CodePudding user response:

override fun getItemCount(): Int {
    return items.size
}

This function is the key, it knows how many to create and how many to bind by knowing how many there are in total. The amount of ViewHolders created is more based on how many Views can fit on the screen at one time.

This gets more complex when you have different view types, as it will sometimes has to create more ViewHolders than what was required from the start as view types change.

The notify... functions just let the Adapter know it needs to "re-look" at the List.

CodePudding user response:

Whenever the Adapter needs to provide a new view for the RecyclerView to draw, it checks if it has an unused ViewHolder in its pool.

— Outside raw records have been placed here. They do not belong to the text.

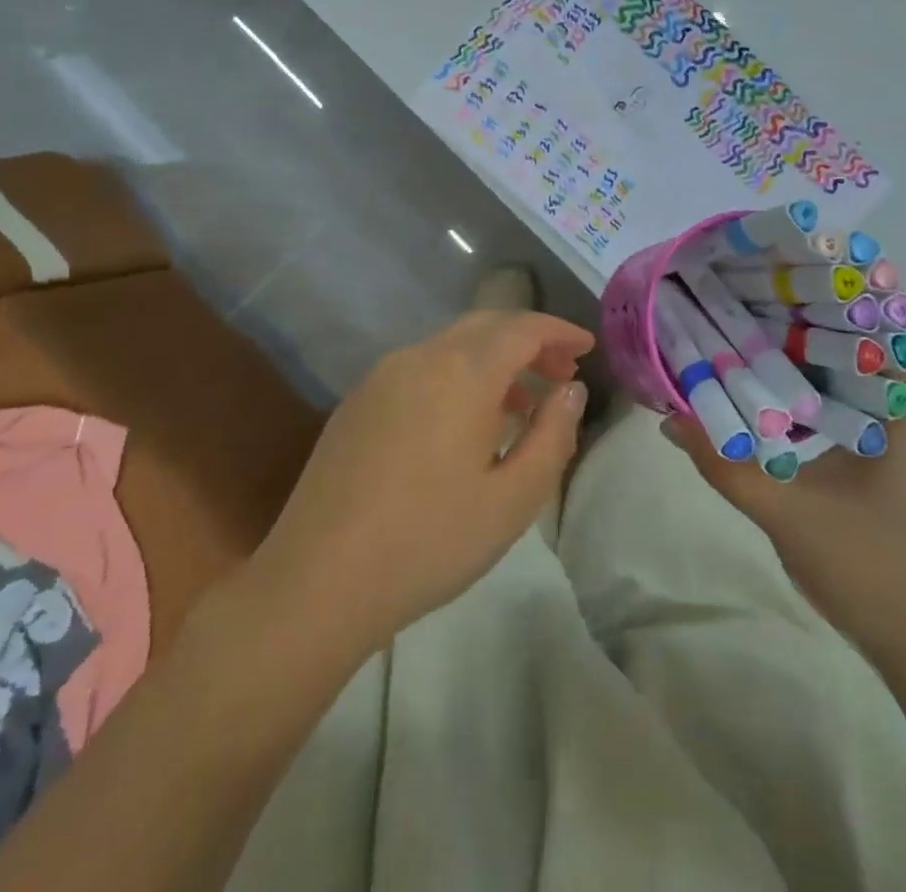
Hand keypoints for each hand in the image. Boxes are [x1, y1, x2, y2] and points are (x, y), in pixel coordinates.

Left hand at [248, 310, 593, 656]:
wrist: (318, 579)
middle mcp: (420, 357)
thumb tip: (571, 391)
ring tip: (521, 406)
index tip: (587, 347)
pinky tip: (463, 426)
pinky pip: (421, 370)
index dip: (558, 332)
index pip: (521, 328)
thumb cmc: (429, 541)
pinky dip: (456, 378)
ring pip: (451, 347)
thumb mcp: (512, 499)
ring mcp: (382, 376)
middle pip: (485, 326)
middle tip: (561, 374)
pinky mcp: (357, 401)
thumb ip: (552, 435)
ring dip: (492, 362)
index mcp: (461, 371)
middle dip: (528, 341)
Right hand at [662, 318, 905, 663]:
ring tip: (768, 336)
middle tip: (763, 299)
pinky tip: (792, 397)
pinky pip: (877, 403)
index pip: (898, 323)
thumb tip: (669, 417)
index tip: (798, 272)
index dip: (854, 289)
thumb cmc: (870, 572)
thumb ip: (723, 464)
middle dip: (825, 316)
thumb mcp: (784, 515)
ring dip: (829, 354)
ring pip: (877, 373)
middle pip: (881, 341)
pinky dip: (837, 388)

If it doesn't, it calls onCreateViewHolder() so it can create one. Then it calls onBindViewHolder() for the ViewHolder that came from either source so the contained view can be prepared before being added to the layout.

If you call one of the notify methods, that triggers it to refresh whichever item rows are affected. It will return any removed rows to the ViewHolder pool and then follow the above steps to get the views it needs for new rows. If you use a notify...changed method, it will only need to use onBindViewHolder() for the applicable rows. When you use the nuclear option notifyDataSetChanged(), it returns all items to the pool.

When the RecyclerView is first displayed, or when the layout is resized, those actions will possibly trigger the need to show more rows. When you scroll the list, items that scroll off the screen are returned to the ViewHolder pool, and when new items scroll into view, ViewHolders need to be created or acquired from the pool as explained above.

By the way, this is going to look ugly because it refreshes the whole list even though only some items are removed:

items.removeAll { item ->
    item.checked
}
notifyDataSetChanged()

I recommend this instead so you get a nice transition:

for (i in items.indices.reversed()) {
    if (items[i].checked) {
        items.removeAt(i)
        notifyItemRemoved(i)
    }
}

I iterate in reverse so the indices that are removed are stable as you iterate and remove items.